An update on our prison quilting program

It’s been a year since Coffee Creek Quilters once again welcomed quilting students and rolled out quilt kits, sewing machines, and other tools for the benefit of Adults in Custody at Coffee Creek Correctional Facility. We started with 7 instructors, about 25 students, and a little uncertainty about how this new adventure was going to work out. Fortunately, it has been a fantastic success! Over the past year we have trained 14 new instructors; all are actively participating in our Monday or Wednesday classes as dedicated instructors or as floaters. Their tasks include checking tools out and back in, instructing students, evaluating their work (from “This stitching looks great!” to “You need to take this seam out and try again.”), and providing individual assistance when students are struggling with a technique or concept. It is great to have these willing instructors available each week to make our students’ quilting experiences even more enjoyable.
Most of the students who started the program in February 2024 are finishing their second quilt or working on their third quilt. You may recall that students complete three quilts over the course of the program. The first two quilts are given for donation and the student keeps the third quilt (or gives it to a loved one). We also have a cadre of volunteer longarm quilters who use their longarm machines to quilt the third quilts. We have had 4 students complete the program during our first year back. Two students will be released very soon and have requested a “release kit.” They will be leaving the prison with a sewing machine, quilting tools, fabric, and books containing patterns and strategies to continue their quilting journeys.

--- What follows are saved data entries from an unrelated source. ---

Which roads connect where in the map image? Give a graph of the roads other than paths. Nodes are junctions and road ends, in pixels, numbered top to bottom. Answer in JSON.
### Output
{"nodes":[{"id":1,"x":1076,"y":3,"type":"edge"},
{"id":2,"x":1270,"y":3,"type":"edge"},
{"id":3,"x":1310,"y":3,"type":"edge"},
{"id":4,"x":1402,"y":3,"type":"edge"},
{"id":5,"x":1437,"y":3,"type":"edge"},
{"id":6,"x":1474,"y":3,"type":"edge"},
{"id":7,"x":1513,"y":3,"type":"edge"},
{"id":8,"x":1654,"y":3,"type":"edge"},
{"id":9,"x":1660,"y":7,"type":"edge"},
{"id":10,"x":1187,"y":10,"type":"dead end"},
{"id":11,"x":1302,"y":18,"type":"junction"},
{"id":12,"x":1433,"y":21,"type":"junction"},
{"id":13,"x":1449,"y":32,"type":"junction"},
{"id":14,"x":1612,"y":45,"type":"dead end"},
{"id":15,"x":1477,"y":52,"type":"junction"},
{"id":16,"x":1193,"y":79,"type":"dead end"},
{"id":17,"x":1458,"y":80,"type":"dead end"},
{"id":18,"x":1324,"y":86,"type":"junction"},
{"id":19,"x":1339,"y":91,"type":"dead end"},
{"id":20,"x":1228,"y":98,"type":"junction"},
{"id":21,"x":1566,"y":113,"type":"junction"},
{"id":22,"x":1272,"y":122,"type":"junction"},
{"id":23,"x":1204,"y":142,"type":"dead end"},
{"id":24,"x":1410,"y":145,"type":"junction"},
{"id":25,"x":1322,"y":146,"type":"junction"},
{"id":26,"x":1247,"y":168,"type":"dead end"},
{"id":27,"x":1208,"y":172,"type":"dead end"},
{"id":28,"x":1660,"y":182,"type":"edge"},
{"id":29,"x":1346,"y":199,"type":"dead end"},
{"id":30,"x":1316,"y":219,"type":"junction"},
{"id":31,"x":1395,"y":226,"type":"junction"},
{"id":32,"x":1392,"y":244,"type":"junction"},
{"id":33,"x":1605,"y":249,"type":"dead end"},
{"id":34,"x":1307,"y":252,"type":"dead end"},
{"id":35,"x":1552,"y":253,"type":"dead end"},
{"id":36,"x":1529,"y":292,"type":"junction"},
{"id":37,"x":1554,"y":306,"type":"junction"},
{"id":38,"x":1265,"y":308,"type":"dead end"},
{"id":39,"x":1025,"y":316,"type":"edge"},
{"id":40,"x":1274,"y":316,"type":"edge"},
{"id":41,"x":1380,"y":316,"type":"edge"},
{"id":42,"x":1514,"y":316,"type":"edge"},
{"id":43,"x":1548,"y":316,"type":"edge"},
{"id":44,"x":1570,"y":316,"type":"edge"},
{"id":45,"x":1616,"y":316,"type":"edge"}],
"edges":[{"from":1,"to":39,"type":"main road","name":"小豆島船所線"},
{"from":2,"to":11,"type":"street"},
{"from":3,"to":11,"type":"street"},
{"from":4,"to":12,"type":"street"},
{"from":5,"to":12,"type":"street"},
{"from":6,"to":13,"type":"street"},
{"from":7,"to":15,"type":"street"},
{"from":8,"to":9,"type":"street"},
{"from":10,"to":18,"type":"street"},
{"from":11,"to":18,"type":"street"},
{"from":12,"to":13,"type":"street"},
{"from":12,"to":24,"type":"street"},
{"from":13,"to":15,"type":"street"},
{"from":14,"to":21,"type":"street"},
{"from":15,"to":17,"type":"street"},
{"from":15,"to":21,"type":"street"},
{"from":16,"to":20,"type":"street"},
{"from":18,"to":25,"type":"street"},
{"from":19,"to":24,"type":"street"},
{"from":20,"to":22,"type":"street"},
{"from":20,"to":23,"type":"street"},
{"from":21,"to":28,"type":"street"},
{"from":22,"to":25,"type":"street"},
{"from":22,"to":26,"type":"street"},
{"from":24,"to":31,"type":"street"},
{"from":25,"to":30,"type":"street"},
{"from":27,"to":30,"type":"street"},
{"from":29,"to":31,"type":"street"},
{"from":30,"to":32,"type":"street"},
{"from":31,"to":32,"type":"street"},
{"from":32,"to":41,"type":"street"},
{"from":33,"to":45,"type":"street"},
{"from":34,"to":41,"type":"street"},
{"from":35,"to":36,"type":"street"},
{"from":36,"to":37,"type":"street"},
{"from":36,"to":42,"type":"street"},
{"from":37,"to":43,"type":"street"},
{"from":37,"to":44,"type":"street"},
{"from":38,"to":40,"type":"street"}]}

Thank you for your support and interest in Coffee Creek Quilters!
CCQ now accepting donations

Coffee Creek Quilters is pleased to announce that, with the resumption of quilting classes at Coffee Creek Correctional Facility, we are now also able to resume taking donations.
Donations can be brought to Wisdom House, the small white building at the rear of the property of St Francis of Assisi Episcopal Church in Wilsonville on the third Wednesday and Saturday of each month from 10 am to 11:30 am (8818 SW Miley Road) beginning September 18th. Volunteers will be present to accept donations during these hours. Donor receipts will also be available at that time.
Due to limited storage space, we will focus on the fabric and supplies needed for the classroom and release kits. Please review the suggestions below as you put together your donation.
- One yard or more 100% cotton quilting fabric. Think about what you would use for children’s quilts and comfort quilts in hospitals and nursing homes. Students also get to make a quilt for themselves or gift one. Particularly popular are bright colors, blacks and grays, and batiks.
- Backings are always needed.
- Cotton batting 45 by 65 or larger.
- Packaged precuts – layer cakes, fat quarters, jelly rolls, charm packs.
- Notions for release kits – quilting rulers, needles, rotary cutter blades, rotary cutters, cutting boards, universal sewing machine needles.
- Panels – students like nature scenes, bears, wolves, Indigenous themes.
- Thread.
- Quilting books for release kits – no more than five years old and no templates.
- Patterns – beginner to confident-beginner using squares, rectangles and half square triangles.
- Quilt kits – again, beginner to confident-beginner for release kits.
What to avoid
- Flannel, wool, cotton blends, anything polyester, minkie, fleece, homespun.
- Seasonal/holiday fabric or panels.
- Cotton pieces smaller than one yard.
- Quilt magazines.
- Polyester batting or smaller pieces of cotton batting.
- Sergers.
- Quilt frames.
- Sewing machines – at this time, we have enough for release kits for at least two years.